• [PROBLEM DESCRIPTION]
The answer must be every line from the entries below that contains "BYPASS".

• [SOURCE MATERIAL]
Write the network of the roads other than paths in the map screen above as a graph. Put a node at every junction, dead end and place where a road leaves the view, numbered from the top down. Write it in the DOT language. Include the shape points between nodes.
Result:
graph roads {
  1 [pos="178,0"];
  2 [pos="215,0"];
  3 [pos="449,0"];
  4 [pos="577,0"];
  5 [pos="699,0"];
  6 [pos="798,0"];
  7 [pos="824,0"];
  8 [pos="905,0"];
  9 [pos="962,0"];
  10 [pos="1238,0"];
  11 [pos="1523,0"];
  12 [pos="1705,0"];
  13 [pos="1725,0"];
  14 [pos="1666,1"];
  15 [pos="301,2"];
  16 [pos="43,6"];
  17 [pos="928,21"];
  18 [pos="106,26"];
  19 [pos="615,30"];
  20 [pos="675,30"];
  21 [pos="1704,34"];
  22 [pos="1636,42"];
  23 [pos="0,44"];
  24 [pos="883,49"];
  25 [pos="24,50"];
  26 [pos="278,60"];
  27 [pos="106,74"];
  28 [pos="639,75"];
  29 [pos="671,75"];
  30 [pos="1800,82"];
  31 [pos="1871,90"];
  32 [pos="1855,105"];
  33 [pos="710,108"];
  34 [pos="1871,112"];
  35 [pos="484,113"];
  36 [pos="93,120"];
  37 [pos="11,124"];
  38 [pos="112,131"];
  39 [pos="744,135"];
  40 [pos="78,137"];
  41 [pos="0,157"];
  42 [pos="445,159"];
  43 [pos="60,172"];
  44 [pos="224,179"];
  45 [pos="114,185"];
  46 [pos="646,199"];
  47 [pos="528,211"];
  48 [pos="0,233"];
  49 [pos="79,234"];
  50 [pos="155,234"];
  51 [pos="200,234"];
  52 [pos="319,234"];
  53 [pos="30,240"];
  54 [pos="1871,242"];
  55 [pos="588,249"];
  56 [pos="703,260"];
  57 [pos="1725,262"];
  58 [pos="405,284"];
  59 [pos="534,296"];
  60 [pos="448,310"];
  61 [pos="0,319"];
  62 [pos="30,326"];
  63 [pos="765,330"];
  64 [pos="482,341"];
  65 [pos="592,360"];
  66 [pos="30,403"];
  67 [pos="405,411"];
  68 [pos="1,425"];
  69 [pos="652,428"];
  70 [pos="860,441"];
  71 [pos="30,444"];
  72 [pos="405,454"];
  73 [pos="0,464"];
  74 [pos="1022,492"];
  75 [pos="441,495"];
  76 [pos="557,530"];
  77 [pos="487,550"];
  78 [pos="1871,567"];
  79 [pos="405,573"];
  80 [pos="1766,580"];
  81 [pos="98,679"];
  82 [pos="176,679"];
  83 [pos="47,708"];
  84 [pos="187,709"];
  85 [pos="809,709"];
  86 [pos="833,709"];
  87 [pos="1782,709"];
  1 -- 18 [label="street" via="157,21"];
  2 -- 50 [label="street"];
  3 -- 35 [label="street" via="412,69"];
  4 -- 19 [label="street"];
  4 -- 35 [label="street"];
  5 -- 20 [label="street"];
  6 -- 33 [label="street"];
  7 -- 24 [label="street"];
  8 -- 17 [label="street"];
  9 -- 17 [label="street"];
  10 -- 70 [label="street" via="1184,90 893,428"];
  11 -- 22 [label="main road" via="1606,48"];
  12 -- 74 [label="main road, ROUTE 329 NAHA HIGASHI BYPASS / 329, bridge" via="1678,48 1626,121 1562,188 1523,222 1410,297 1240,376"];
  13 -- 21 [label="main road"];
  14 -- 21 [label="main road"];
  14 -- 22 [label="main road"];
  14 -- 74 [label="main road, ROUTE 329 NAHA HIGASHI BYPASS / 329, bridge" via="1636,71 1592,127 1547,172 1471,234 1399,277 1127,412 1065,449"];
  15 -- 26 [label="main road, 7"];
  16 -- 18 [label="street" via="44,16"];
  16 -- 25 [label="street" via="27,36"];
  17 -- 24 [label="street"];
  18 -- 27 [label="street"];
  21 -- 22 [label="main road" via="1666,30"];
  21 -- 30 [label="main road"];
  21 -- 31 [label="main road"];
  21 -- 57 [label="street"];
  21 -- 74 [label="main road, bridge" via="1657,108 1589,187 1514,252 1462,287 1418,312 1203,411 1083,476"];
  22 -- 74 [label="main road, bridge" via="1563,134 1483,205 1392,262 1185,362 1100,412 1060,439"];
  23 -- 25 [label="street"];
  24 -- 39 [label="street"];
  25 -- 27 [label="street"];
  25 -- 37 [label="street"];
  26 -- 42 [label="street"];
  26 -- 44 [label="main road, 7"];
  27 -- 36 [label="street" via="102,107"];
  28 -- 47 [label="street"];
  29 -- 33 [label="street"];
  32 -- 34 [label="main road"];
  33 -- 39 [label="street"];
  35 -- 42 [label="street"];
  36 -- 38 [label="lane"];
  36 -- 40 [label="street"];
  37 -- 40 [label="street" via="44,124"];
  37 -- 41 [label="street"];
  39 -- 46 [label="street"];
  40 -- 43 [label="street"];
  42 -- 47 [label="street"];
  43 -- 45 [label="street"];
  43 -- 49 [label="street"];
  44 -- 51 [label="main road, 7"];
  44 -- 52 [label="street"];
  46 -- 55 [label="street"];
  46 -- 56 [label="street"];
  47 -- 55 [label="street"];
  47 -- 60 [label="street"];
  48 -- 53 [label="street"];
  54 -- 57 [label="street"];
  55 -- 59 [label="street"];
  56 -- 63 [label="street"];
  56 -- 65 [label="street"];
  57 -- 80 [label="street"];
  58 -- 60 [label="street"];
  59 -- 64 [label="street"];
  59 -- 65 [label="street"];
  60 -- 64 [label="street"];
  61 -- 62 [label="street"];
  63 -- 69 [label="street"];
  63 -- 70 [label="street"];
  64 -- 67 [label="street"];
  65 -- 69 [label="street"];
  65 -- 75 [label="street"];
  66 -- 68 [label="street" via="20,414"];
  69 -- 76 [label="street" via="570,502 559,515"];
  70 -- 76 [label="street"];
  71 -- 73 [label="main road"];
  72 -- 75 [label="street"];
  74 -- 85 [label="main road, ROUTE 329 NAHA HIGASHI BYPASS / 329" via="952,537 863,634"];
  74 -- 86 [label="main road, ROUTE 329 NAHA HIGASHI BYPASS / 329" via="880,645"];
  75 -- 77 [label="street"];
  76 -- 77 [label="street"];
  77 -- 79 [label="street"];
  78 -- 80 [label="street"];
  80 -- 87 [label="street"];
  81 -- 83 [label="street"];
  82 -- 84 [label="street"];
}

• [EXPECTED OUTPUT]
  12 -- 74 [label="main road, ROUTE 329 NAHA HIGASHI BYPASS / 329, bridge" via="1678,48 1626,121 1562,188 1523,222 1410,297 1240,376"];
  14 -- 74 [label="main road, ROUTE 329 NAHA HIGASHI BYPASS / 329, bridge" via="1636,71 1592,127 1547,172 1471,234 1399,277 1127,412 1065,449"];
  74 -- 85 [label="main road, ROUTE 329 NAHA HIGASHI BYPASS / 329" via="952,537 863,634"];
  74 -- 86 [label="main road, ROUTE 329 NAHA HIGASHI BYPASS / 329" via="880,645"];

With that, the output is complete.